[Stored data]
++++++++++

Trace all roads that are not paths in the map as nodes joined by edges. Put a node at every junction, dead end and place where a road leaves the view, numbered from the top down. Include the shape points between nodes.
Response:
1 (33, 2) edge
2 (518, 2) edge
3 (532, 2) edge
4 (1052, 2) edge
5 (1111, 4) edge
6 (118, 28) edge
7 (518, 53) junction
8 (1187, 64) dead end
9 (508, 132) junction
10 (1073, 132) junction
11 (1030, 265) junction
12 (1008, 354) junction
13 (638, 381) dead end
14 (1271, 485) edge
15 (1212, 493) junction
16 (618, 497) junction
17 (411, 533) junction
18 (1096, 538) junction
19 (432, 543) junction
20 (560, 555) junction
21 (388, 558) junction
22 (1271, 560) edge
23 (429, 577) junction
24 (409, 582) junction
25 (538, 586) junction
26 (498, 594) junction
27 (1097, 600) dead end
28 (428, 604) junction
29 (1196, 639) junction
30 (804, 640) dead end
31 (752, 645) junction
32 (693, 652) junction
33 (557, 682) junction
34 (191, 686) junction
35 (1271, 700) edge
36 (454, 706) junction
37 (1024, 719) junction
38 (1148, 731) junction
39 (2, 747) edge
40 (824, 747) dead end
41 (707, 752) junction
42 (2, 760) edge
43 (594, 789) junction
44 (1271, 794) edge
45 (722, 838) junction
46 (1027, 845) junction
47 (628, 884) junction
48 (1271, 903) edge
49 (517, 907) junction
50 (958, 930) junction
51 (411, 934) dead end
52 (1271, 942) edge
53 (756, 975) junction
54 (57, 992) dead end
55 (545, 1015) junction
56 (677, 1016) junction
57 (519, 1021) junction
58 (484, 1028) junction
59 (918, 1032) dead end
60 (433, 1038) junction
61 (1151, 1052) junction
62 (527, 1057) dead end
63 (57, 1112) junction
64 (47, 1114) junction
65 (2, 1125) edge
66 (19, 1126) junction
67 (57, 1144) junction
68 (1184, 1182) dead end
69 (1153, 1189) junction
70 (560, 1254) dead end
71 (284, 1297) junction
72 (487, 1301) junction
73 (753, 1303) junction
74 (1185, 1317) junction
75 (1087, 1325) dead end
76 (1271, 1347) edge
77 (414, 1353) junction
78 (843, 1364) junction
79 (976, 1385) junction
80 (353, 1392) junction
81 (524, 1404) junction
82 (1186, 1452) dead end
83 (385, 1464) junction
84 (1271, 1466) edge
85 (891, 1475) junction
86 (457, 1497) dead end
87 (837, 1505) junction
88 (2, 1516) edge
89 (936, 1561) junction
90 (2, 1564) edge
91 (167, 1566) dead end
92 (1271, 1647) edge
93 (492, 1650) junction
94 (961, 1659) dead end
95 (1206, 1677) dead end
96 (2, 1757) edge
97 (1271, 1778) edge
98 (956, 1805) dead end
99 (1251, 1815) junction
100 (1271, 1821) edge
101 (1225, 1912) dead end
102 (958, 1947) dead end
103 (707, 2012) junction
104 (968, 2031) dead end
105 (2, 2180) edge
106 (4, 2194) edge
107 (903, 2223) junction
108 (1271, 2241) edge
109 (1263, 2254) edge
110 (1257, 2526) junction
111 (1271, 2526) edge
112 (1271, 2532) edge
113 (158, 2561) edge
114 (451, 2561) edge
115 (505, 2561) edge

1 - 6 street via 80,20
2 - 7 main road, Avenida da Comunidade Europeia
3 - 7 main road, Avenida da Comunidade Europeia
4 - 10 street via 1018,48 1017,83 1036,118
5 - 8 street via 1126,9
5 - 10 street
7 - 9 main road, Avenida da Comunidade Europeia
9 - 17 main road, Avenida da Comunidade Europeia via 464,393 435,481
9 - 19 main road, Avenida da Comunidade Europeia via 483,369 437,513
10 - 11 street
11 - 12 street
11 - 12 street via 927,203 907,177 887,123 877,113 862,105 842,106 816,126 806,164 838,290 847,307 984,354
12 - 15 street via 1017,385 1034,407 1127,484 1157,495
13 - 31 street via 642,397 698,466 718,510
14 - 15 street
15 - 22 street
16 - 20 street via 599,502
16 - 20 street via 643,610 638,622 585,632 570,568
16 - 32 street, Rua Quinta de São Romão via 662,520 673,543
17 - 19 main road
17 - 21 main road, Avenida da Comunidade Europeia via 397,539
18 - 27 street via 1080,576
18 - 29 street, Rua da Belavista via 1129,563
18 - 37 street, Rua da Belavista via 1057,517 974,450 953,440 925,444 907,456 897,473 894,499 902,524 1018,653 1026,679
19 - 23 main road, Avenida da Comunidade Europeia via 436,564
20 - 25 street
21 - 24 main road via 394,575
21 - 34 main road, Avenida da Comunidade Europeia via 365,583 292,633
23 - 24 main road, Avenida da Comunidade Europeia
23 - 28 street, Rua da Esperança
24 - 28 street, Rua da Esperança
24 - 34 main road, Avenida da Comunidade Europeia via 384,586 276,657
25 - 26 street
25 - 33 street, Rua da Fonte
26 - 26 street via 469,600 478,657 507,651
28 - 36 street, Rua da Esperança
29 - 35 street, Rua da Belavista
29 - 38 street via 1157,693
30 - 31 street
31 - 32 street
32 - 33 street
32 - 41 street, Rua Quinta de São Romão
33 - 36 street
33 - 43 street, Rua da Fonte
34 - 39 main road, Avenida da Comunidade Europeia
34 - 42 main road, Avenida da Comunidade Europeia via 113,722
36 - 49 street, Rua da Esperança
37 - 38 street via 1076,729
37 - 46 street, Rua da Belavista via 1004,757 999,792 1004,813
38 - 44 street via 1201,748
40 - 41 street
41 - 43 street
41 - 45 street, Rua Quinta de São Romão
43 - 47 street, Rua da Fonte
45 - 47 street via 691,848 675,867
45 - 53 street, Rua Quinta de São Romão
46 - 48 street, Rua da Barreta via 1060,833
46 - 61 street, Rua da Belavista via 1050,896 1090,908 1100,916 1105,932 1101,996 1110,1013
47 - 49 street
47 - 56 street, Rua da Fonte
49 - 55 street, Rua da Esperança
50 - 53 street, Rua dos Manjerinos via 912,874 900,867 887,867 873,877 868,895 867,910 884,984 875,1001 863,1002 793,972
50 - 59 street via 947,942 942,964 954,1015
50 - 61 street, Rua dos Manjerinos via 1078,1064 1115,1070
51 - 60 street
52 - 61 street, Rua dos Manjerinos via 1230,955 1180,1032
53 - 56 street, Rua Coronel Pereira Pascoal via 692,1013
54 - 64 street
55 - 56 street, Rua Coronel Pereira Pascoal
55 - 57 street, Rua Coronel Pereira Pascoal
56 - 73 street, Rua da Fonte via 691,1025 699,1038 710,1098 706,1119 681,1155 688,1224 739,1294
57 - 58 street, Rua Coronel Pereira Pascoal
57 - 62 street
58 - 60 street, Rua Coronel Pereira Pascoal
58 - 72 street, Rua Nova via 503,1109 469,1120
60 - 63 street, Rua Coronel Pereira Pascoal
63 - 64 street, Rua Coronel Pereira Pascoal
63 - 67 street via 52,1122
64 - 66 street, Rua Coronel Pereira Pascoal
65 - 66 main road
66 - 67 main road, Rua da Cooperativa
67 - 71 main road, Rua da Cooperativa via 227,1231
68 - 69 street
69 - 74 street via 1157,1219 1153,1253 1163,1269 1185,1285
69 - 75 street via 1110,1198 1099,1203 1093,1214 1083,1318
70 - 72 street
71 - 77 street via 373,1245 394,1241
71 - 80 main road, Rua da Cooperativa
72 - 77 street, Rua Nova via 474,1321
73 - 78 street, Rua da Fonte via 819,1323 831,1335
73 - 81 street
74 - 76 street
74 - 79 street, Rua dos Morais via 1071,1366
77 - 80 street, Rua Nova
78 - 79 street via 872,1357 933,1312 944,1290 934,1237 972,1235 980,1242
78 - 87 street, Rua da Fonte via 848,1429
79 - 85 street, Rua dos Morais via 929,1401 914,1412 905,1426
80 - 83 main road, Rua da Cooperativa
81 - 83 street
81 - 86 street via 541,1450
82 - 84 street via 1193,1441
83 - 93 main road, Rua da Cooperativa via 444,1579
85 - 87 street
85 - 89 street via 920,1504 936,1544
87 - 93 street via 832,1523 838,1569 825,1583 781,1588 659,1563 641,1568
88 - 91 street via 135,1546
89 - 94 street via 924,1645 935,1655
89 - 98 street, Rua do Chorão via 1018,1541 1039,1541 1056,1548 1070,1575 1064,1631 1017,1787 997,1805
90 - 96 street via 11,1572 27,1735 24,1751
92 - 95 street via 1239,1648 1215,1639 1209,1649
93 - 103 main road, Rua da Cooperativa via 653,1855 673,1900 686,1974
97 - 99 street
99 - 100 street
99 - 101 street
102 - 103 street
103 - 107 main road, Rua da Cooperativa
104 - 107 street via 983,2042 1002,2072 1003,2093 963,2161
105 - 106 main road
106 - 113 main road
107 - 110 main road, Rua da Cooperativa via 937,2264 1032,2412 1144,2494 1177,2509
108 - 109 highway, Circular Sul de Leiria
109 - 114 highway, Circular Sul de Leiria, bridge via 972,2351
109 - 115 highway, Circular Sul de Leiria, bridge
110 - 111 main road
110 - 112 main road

++++++++++

Activity
Would you tally the lines above holding "Fonte" and reply with the total alone?

Solution for this exercise
7